Required work => Your job is to copy the lines from the material that include "Mokhtar".

----

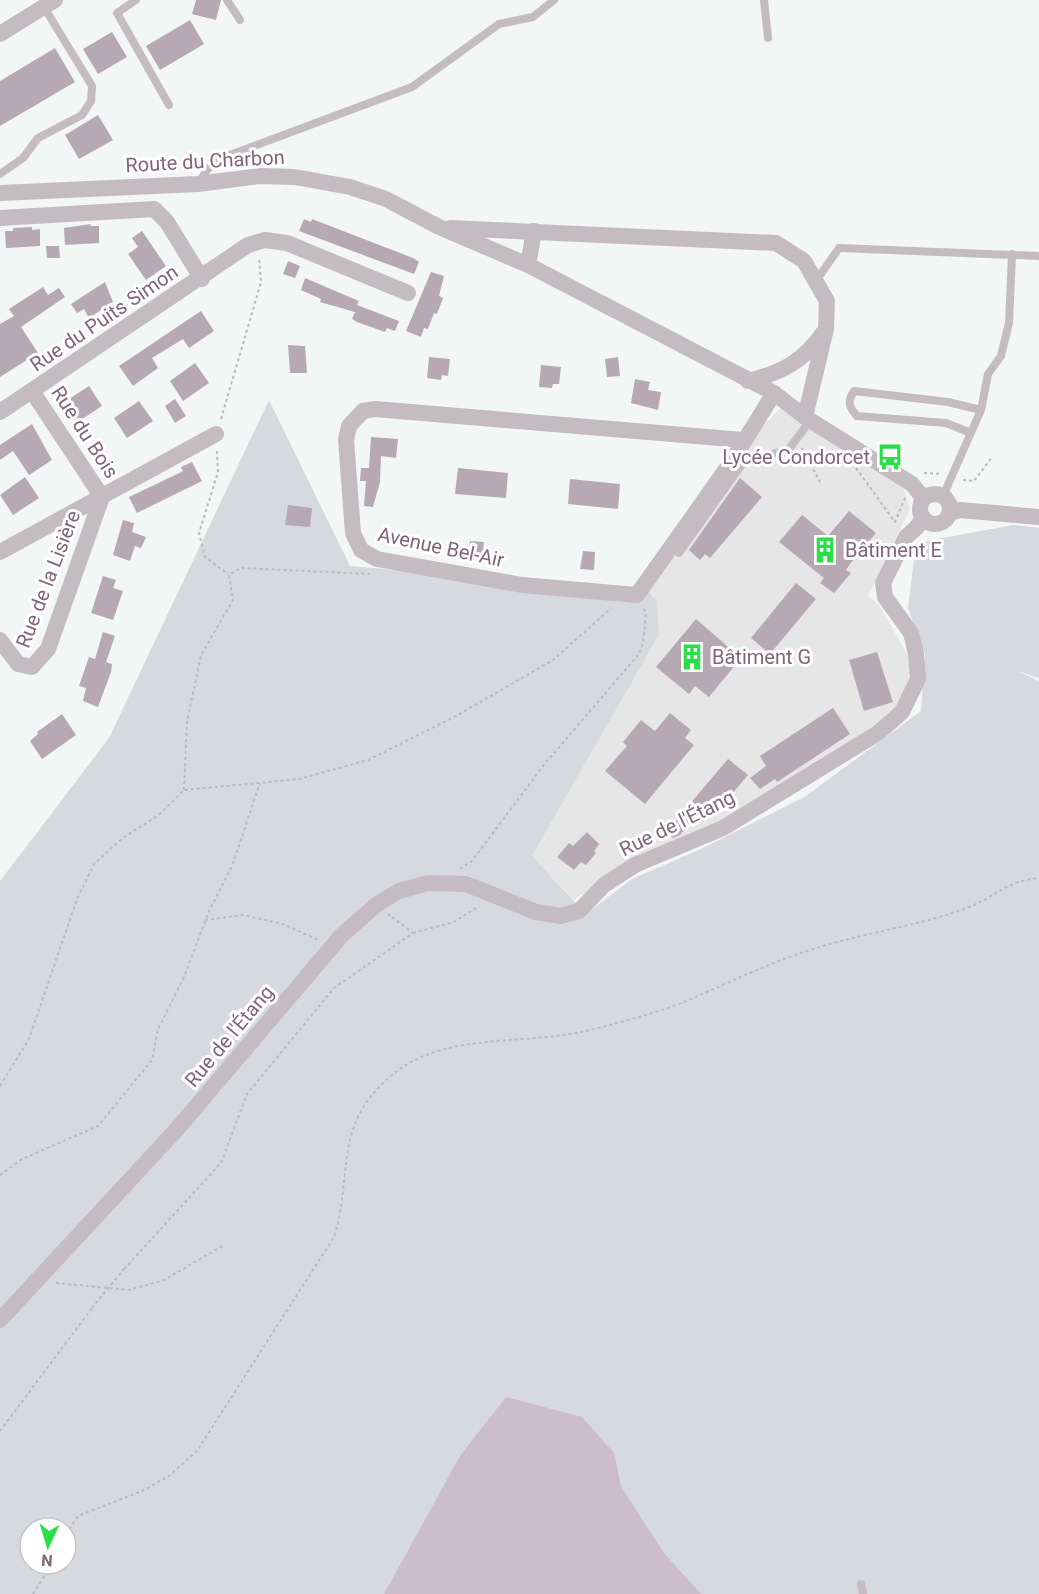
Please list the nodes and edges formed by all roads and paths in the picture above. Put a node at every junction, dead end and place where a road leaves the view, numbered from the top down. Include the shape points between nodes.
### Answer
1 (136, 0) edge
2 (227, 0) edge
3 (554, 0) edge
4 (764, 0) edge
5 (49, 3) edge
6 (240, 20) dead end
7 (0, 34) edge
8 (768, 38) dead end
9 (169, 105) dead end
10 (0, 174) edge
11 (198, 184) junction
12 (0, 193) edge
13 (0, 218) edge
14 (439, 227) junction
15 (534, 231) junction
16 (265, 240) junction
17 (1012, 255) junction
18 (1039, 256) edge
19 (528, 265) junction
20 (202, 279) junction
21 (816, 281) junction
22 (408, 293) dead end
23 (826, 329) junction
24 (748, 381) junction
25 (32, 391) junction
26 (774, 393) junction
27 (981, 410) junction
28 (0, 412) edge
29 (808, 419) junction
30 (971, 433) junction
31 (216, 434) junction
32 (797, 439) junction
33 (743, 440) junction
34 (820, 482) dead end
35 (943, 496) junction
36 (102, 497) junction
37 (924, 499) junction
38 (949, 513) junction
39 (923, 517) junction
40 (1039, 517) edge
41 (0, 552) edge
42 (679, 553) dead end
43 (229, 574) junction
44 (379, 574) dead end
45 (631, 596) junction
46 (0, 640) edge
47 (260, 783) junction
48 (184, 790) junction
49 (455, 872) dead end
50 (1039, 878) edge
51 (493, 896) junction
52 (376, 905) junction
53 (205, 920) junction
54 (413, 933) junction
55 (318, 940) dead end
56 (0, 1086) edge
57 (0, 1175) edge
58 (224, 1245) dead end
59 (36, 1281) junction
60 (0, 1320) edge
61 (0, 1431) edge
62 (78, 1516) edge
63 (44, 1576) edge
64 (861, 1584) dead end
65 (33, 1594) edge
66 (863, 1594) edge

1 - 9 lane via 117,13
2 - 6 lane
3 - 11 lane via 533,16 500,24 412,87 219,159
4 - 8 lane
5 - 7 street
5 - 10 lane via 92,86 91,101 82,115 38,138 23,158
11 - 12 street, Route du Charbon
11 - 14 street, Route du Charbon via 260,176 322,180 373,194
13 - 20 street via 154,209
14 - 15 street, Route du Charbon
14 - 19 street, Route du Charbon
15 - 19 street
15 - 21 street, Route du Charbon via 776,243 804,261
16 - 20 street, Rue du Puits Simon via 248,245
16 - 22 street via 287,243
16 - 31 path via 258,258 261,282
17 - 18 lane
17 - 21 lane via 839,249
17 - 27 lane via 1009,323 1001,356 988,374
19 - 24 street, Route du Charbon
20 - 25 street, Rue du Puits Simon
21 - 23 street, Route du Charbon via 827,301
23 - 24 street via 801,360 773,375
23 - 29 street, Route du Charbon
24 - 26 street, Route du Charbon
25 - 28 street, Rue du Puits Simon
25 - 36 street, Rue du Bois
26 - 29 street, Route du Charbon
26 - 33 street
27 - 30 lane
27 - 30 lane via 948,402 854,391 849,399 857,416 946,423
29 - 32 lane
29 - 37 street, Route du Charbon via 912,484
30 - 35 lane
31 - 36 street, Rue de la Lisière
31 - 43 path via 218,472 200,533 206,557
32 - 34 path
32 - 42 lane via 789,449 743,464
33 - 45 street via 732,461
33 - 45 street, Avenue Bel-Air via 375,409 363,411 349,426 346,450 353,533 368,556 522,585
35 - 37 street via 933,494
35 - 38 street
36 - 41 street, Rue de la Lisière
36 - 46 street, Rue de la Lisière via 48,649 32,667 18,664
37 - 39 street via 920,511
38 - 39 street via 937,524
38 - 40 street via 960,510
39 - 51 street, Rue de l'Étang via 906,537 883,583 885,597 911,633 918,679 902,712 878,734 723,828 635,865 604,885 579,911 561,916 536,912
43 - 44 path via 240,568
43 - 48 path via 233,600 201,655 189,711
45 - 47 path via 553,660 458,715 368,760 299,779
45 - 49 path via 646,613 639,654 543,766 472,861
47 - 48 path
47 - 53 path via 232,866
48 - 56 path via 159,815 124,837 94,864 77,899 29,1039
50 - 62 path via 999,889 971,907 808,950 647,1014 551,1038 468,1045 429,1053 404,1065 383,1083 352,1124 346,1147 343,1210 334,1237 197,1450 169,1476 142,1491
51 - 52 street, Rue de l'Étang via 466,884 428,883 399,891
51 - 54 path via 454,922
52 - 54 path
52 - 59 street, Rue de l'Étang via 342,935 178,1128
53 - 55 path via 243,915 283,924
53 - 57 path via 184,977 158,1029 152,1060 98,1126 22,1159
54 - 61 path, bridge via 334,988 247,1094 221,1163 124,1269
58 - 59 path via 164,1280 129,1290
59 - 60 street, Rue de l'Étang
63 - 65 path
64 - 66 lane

----

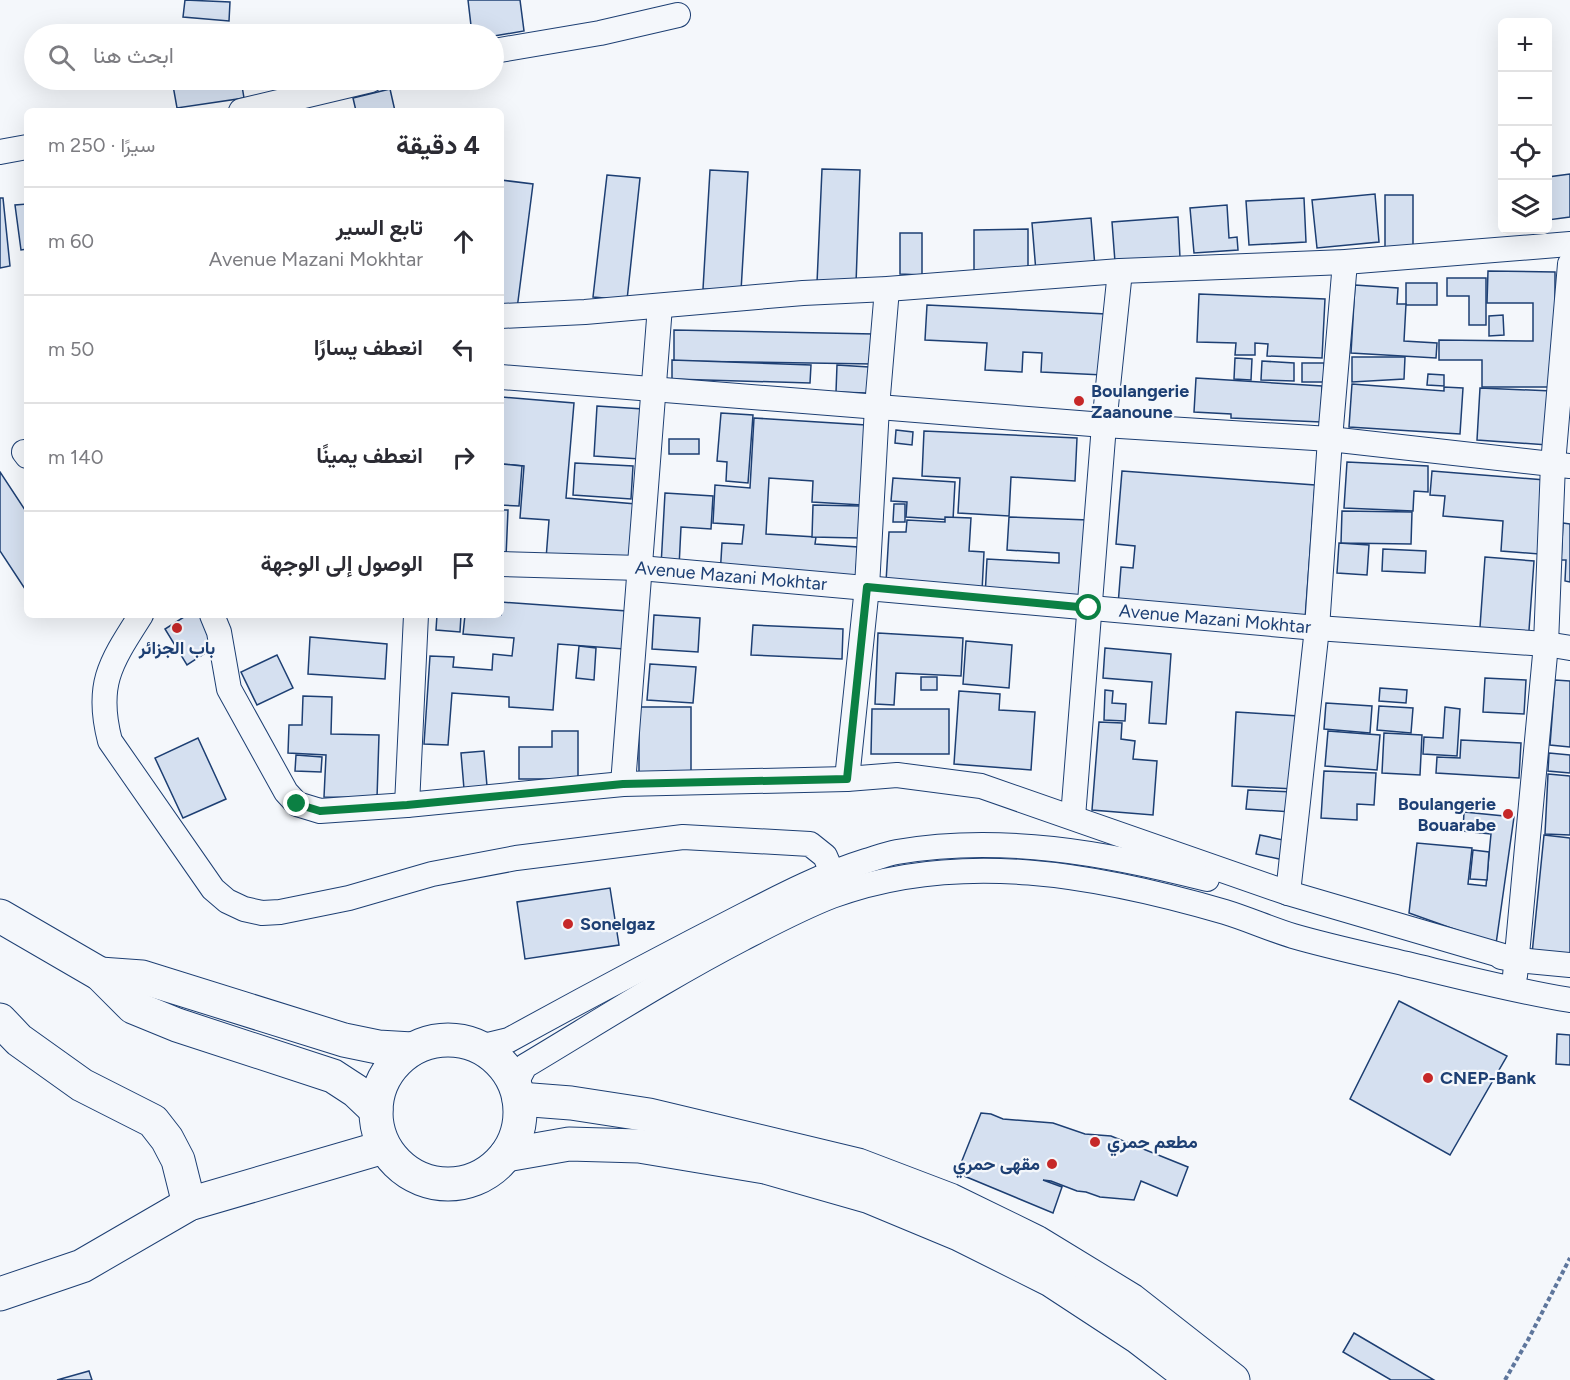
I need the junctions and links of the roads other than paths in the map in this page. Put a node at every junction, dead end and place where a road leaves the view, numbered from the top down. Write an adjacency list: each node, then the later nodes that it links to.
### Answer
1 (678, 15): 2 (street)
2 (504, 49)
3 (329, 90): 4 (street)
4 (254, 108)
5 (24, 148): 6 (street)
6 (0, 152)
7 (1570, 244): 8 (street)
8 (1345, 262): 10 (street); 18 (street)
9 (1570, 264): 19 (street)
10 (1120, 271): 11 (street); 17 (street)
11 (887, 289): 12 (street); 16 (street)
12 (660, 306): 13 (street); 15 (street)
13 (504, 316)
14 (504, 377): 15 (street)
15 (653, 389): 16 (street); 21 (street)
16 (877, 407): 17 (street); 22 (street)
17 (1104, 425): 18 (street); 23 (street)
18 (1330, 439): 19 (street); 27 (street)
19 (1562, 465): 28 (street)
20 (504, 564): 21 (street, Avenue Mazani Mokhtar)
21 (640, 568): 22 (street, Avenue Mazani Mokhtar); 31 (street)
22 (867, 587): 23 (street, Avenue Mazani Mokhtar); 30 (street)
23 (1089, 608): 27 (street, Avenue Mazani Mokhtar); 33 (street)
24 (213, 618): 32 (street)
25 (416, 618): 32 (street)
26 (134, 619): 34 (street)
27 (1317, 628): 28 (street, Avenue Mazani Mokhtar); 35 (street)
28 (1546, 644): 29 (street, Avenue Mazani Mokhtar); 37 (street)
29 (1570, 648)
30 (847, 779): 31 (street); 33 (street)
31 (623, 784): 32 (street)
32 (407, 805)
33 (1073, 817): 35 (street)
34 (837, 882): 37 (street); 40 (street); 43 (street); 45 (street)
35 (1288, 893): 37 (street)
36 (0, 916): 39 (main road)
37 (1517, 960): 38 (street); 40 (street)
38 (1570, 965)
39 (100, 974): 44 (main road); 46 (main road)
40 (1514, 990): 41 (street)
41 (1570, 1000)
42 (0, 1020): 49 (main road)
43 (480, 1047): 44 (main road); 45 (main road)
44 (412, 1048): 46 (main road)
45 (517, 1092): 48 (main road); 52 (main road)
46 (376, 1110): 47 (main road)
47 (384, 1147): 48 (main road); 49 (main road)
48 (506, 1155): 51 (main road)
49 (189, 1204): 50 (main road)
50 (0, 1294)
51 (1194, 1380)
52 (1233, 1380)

----

Task output =>
20 (504, 564): 21 (street, Avenue Mazani Mokhtar)
21 (640, 568): 22 (street, Avenue Mazani Mokhtar); 31 (street)
22 (867, 587): 23 (street, Avenue Mazani Mokhtar); 30 (street)
23 (1089, 608): 27 (street, Avenue Mazani Mokhtar); 33 (street)
27 (1317, 628): 28 (street, Avenue Mazani Mokhtar); 35 (street)
28 (1546, 644): 29 (street, Avenue Mazani Mokhtar); 37 (street)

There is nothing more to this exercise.